“這可是浸泡過人血的紅布,就算你是人參精也難以逃脫了吧。我原本不想傷你的,可你卻咄咄逼人。”
“她們還有家人在等著她們回去,李夫人還有個愛她的夫君,你怎麼能讓他們陰陽相隔!”小逸憤憤的朝著沐堯大喊。屋外漸漸有人起來打誰買早點,沐堯塞住了小逸大喊大叫的嘴,又用一樣的方法束縛住她的雙腿。
“你我都是修行之人,又何必苦苦相逼,你說是我草菅人命,我也隻是順從於我的本性而已,花開花落,春芽秋穗,天地萬物都順其本性,為何到了我這裏就是惡孽呢?路子逸,你是天真還是愚蠢?”
路子逸被塞住的嘴裏嗚嗚嚕嚕,被禁錮的四肢無法動彈,人血紅布是人參精最怕的東西了,無論是多大的人參隻要是被采人參的人綁上這種東西,那一定是跑不掉。小逸兩眼含著淚水,此時又開始後悔沒有叫上賣藥的。
賣藥的剛起來就連著打了兩個噴嚏,小逸那丫頭怎麼睡到現在也不起來嚷嚷著吃飯啊。去敲了敲李夫人那屋的門,也沒有人答應。李廚子早早的去麵館裏忙活去了,留下賣藥的一人在房中。
“小逸!你在裏麵嗎?我們該走了,時候不早了……”裏麵什麼動靜也沒有。買藥的立刻反應過來,急匆匆走到街上,清早行人不多,一條街可以一眼望穿,四顧之下並沒有小逸的身影。
賣藥的疾步找到正在後廚下麵的李廚子。李廚子還說;“先生,你起來了?睡得還可以吧。”
“你夫人和小逸都不見了……”
“啊?!什麼時候?他們去哪裏了?是不是又帶走了所有的家當啊……”李廚子聽了差一點哭出聲兒。一個快四十的胖子委屈的臉上的肉都擠在一起了。“我知道我哪都不如那個沐老板啊,可是夫妻一場畢竟有些感情在裏麵的嘛,怎麼還是要出走……”李廚子幹脆拉著賣藥的情真意切的開始吐苦水。
“什麼沐老板?你的意思她們會去找那個沐老板?!”這兩天耳邊盡是沐老板了,點心讓他全定走,點心師傅也請走,把人家的老婆也拐走……難道是個地方惡霸不成,若單單是這樣,也犯不著他出手,隻是這小逸現在也下落不明了。
“對啊,曲吟教坊的一個戲子,天天就唱些靡靡小曲,哄騙那些物質女人把銀子花在教坊裏啊……”說到這裏李廚子傷心極了,“如施太傻啊,他那樣的男子又怎麼了會真心呢?”
“那你帶路吧,我那個傻徒兒也跟著你夫人溜走了。
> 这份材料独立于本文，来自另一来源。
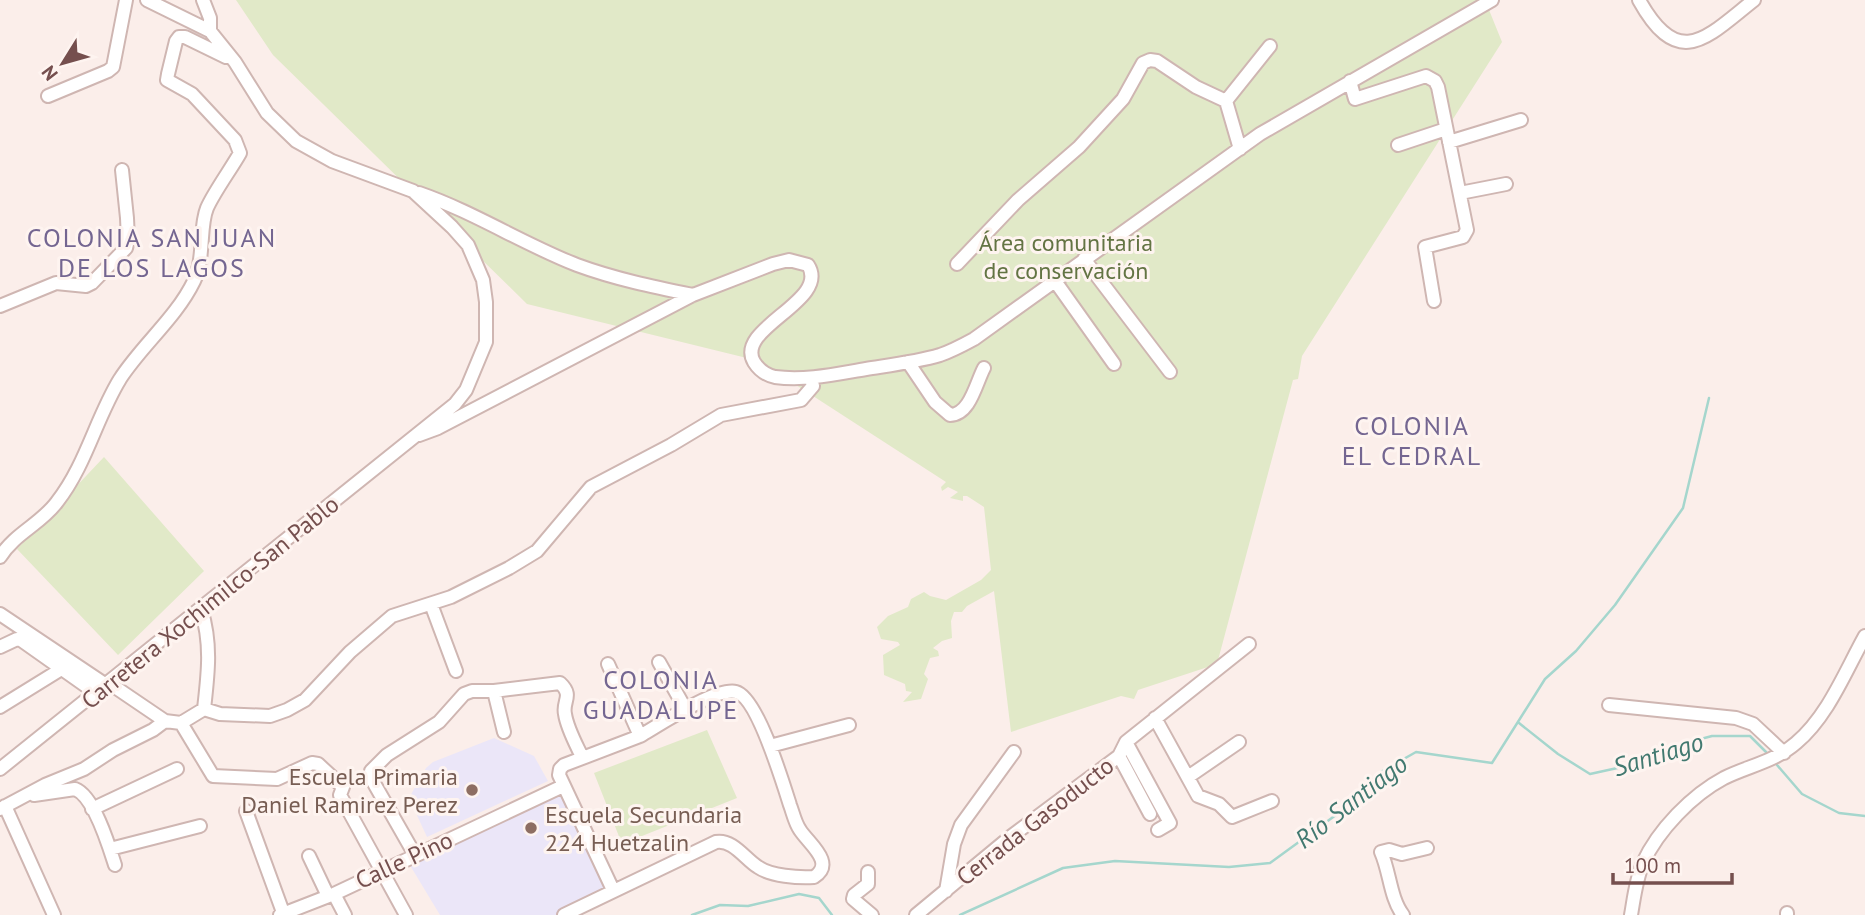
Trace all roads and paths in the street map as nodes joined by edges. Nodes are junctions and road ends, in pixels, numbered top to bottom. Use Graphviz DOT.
graph roads {
  1 [pos="126,0"];
  2 [pos="147,0"];
  3 [pos="203,0"];
  4 [pos="1639,0"];
  5 [pos="1754,0"];
  6 [pos="1485,1"];
  7 [pos="210,31"];
  8 [pos="1270,46"];
  9 [pos="234,62"];
  10 [pos="1350,81"];
  11 [pos="48,96"];
  12 [pos="1226,101"];
  13 [pos="1521,120"];
  14 [pos="1447,135"];
  15 [pos="1398,145"];
  16 [pos="1240,149"];
  17 [pos="122,170"];
  18 [pos="1506,184"];
  19 [pos="413,191"];
  20 [pos="1460,193"];
  21 [pos="1084,260"];
  22 [pos="957,264"];
  23 [pos="1055,281"];
  24 [pos="693,295"];
  25 [pos="1434,301"];
  26 [pos="0,306"];
  27 [pos="908,362"];
  28 [pos="1114,365"];
  29 [pos="984,368"];
  30 [pos="1170,372"];
  31 [pos="811,378"];
  32 [pos="419,435"];
  33 [pos="0,557"];
  34 [pos="431,604"];
  35 [pos="201,609"];
  36 [pos="0,614"];
  37 [pos="1865,636"];
  38 [pos="1249,644"];
  39 [pos="0,647"];
  40 [pos="659,662"];
  41 [pos="608,664"];
  42 [pos="63,668"];
  43 [pos="456,671"];
  44 [pos="104,687"];
  45 [pos="494,691"];
  46 [pos="1609,705"];
  47 [pos="0,707"];
  48 [pos="204,709"];
  49 [pos="685,710"];
  50 [pos="1155,718"];
  51 [pos="165,721"];
  52 [pos="181,723"];
  53 [pos="849,725"];
  54 [pos="504,732"];
  55 [pos="640,736"];
  56 [pos="1126,742"];
  57 [pos="1239,742"];
  58 [pos="770,746"];
  59 [pos="1014,752"];
  60 [pos="1784,753"];
  61 [pos="1118,756"];
  62 [pos="582,757"];
  63 [pos="0,769"];
  64 [pos="177,769"];
  65 [pos="1188,777"];
  66 [pos="563,786"];
  67 [pos="22,797"];
  68 [pos="1272,801"];
  69 [pos="2,807"];
  70 [pos="92,808"];
  71 [pos="246,811"];
  72 [pos="1150,814"];
  73 [pos="200,827"];
  74 [pos="1158,830"];
  75 [pos="1427,848"];
  76 [pos="110,849"];
  77 [pos="415,855"];
  78 [pos="309,856"];
  79 [pos="114,865"];
  80 [pos="383,870"];
  81 [pos="868,872"];
  82 [pos="613,890"];
  83 [pos="946,891"];
  84 [pos="331,895"];
  85 [pos="54,915"];
  86 [pos="282,915"];
  87 [pos="345,915"];
  88 [pos="406,915"];
  89 [pos="564,915"];
  90 [pos="872,915"];
  91 [pos="916,915"];
  92 [pos="1403,915"];
  93 [pos="1631,915"];
  1 -- 11 [label="street"];
  2 -- 7 [label="street"];
  3 -- 7 [label="street"];
  4 -- 5 [label="street"];
  6 -- 10 [label="street"];
  7 -- 9 [label="street"];
  8 -- 12 [label="street"];
  9 -- 19 [label="street"];
  9 -- 33 [label="street"];
  10 -- 14 [label="street"];
  10 -- 16 [label="street"];
  12 -- 16 [label="street"];
  12 -- 22 [label="street"];
  13 -- 14 [label="street"];
  14 -- 15 [label="street"];
  14 -- 20 [label="street"];
  16 -- 21 [label="street"];
  17 -- 26 [label="street"];
  18 -- 20 [label="street"];
  19 -- 24 [label="street"];
  19 -- 32 [label="street"];
  20 -- 25 [label="street"];
  21 -- 23 [label="street"];
  21 -- 30 [label="street"];
  23 -- 27 [label="street"];
  23 -- 28 [label="street"];
  24 -- 31 [label="street"];
  24 -- 32 [label="street"];
  27 -- 29 [label="street"];
  27 -- 31 [label="street"];
  31 -- 34 [label="street"];
  32 -- 35 [label="street, Carretera Xochimilco-San Pablo"];
  34 -- 43 [label="street"];
  34 -- 48 [label="street"];
  35 -- 44 [label="street, Carretera Xochimilco-San Pablo"];
  35 -- 48 [label="street"];
  36 -- 44 [label="street"];
  37 -- 60 [label="street"];
  38 -- 50 [label="street, Cerrada Gasoducto"];
  39 -- 42 [label="street"];
  40 -- 49 [label="street"];
  41 -- 55 [label="street"];
  42 -- 44 [label="street"];
  42 -- 47 [label="street"];
  44 -- 51 [label="street"];
  44 -- 63 [label="street, Carretera Xochimilco-San Pablo"];
  45 -- 54 [label="street"];
  45 -- 62 [label="street"];
  45 -- 77 [label="street"];
  46 -- 60 [label="street"];
  48 -- 52 [label="street"];
  49 -- 55 [label="street"];
  49 -- 58 [label="street"];
  50 -- 56 [label="street, Cerrada Gasoducto"];
  50 -- 65 [label="street"];
  51 -- 52 [label="street"];
  51 -- 67 [label="street"];
  52 -- 80 [label="street"];
  53 -- 58 [label="street"];
  55 -- 62 [label="street"];
  56 -- 61 [label="street, Cerrada Gasoducto"];
  56 -- 74 [label="street"];
  57 -- 65 [label="street"];
  58 -- 82 [label="street"];
  59 -- 83 [label="street"];
  60 -- 93 [label="street"];
  61 -- 72 [label="street"];
  61 -- 83 [label="street, Cerrada Gasoducto"];
  62 -- 66 [label="street"];
  64 -- 70 [label="street"];
  65 -- 68 [label="street"];
  66 -- 77 [label="street, Calle Pino"];
  66 -- 82 [label="street"];
  67 -- 69 [label="street"];
  67 -- 70 [label="street"];
  69 -- 85 [label="street"];
  70 -- 76 [label="street"];
  71 -- 86 [label="street"];
  73 -- 76 [label="street"];
  75 -- 92 [label="street"];
  76 -- 79 [label="street"];
  77 -- 80 [label="street, Calle Pino"];
  78 -- 84 [label="street"];
  80 -- 84 [label="street, Calle Pino"];
  80 -- 88 [label="street"];
  81 -- 90 [label="street"];
  82 -- 89 [label="street"];
  83 -- 91 [label="street, Cerrada Gasoducto"];
  84 -- 86 [label="street, Calle Pino"];
  84 -- 87 [label="street"];
}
”
李廚子答應著,連圍裙都沒來得及解下來,帶著賣藥的就往曲吟教坊的方向跑過去,剛跑出幾步,迎麵來了一輛馬車。
“這不是教坊的馬車嗎?這個時候怎麼會在街上?”李廚子指著馬車道。
“你確定嗎?”賣藥的問。
“千真萬確啊!”
“我去追馬車,你去曲吟教坊要人!”賣藥的三兩步躥出去老遠,李廚子還未反應過來,賣藥的眼看就要追上那疾馳的馬車。賣藥的一躍而起,跳上還在疾馳的馬車頂。馬車因為突然增加的重量向後仰起,車夫慌忙勒住受驚的馬。“你是什麼人?!趕快從那下來!”車夫大聲嚷嚷著,看到街上有了熱鬧紛紛的駐足觀看。“這是不是曲吟教坊的馬車?這麼早急匆匆是要去哪裏?”賣藥的半坐在那車頂,不慌不忙的發問。
“公子何故攔我馬車?”馬車裏的俊美的男子款款走出來,眾人嘩然,原來是曲吟教坊的沐堯沐老板啊,果然如傳聞一般好似畫中仙人,舉手投足溫文爾雅,和馬車頂上那個一身匪氣的江湖漢子一個天一個地。他倆有什麼瓜葛呢?眾人開始了各種猜測。
等看清楚那高處的來人,沐堯一愣,又見麵了啊,又要時時刻刻被他綁在身上失去自由了嗎。不行,這一次哪怕是賭上性命也想得到自由。
“何故?……你我的恩怨還少嗎,沐堯?或是我該叫你-九黎妖鼎?”這東西擁有不可思議之力,能造就一切萬物,也有驚人之毀壞力量。內部有著奇異的空間,空間之大似能容納山川湖泊。
“……你認得我?”
“我的東西我自然認得。”
“我不再是你的,我也不會跟你回去的!”
“容不得你再做選擇。”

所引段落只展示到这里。